Copy all entries exactly.
── Source records
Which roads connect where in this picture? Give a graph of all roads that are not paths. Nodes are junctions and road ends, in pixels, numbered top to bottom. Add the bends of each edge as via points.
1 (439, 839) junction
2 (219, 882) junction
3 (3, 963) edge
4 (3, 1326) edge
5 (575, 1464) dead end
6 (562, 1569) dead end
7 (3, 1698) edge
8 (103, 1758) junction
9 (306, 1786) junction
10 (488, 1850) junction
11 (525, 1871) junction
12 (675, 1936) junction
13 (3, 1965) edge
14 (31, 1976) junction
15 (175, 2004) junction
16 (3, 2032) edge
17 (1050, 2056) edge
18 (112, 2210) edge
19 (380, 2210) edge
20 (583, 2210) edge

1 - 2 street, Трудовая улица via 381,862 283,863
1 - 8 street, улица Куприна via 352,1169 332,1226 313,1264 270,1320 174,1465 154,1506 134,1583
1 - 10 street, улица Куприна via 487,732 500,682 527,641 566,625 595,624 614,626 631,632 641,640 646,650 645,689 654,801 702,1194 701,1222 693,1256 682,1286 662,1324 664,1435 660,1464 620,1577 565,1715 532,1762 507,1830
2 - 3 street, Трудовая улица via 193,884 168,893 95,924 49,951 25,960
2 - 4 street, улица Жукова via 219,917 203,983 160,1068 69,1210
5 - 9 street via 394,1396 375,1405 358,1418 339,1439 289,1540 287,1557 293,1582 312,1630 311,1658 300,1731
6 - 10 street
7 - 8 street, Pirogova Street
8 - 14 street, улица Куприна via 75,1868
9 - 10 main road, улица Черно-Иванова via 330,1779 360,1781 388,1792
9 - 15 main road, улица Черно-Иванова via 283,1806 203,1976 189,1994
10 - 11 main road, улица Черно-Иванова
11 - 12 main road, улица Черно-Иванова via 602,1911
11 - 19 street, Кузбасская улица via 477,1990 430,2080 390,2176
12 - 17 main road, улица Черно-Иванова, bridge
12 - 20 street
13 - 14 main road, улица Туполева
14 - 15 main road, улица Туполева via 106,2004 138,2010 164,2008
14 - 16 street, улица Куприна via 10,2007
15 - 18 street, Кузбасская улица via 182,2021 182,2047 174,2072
────
> [Your response]
Which roads connect where in this picture? Give a graph of all roads that are not paths. Nodes are junctions and road ends, in pixels, numbered top to bottom. Add the bends of each edge as via points.
1 (439, 839) junction
2 (219, 882) junction
3 (3, 963) edge
4 (3, 1326) edge
5 (575, 1464) dead end
6 (562, 1569) dead end
7 (3, 1698) edge
8 (103, 1758) junction
9 (306, 1786) junction
10 (488, 1850) junction
11 (525, 1871) junction
12 (675, 1936) junction
13 (3, 1965) edge
14 (31, 1976) junction
15 (175, 2004) junction
16 (3, 2032) edge
17 (1050, 2056) edge
18 (112, 2210) edge
19 (380, 2210) edge
20 (583, 2210) edge

1 - 2 street, Трудовая улица via 381,862 283,863
1 - 8 street, улица Куприна via 352,1169 332,1226 313,1264 270,1320 174,1465 154,1506 134,1583
1 - 10 street, улица Куприна via 487,732 500,682 527,641 566,625 595,624 614,626 631,632 641,640 646,650 645,689 654,801 702,1194 701,1222 693,1256 682,1286 662,1324 664,1435 660,1464 620,1577 565,1715 532,1762 507,1830
2 - 3 street, Трудовая улица via 193,884 168,893 95,924 49,951 25,960
2 - 4 street, улица Жукова via 219,917 203,983 160,1068 69,1210
5 - 9 street via 394,1396 375,1405 358,1418 339,1439 289,1540 287,1557 293,1582 312,1630 311,1658 300,1731
6 - 10 street
7 - 8 street, Pirogova Street
8 - 14 street, улица Куприна via 75,1868
9 - 10 main road, улица Черно-Иванова via 330,1779 360,1781 388,1792
9 - 15 main road, улица Черно-Иванова via 283,1806 203,1976 189,1994
10 - 11 main road, улица Черно-Иванова
11 - 12 main road, улица Черно-Иванова via 602,1911
11 - 19 street, Кузбасская улица via 477,1990 430,2080 390,2176
12 - 17 main road, улица Черно-Иванова, bridge
12 - 20 street
13 - 14 main road, улица Туполева
14 - 15 main road, улица Туполева via 106,2004 138,2010 164,2008
14 - 16 street, улица Куприна via 10,2007
15 - 18 street, Кузбасская улица via 182,2021 182,2047 174,2072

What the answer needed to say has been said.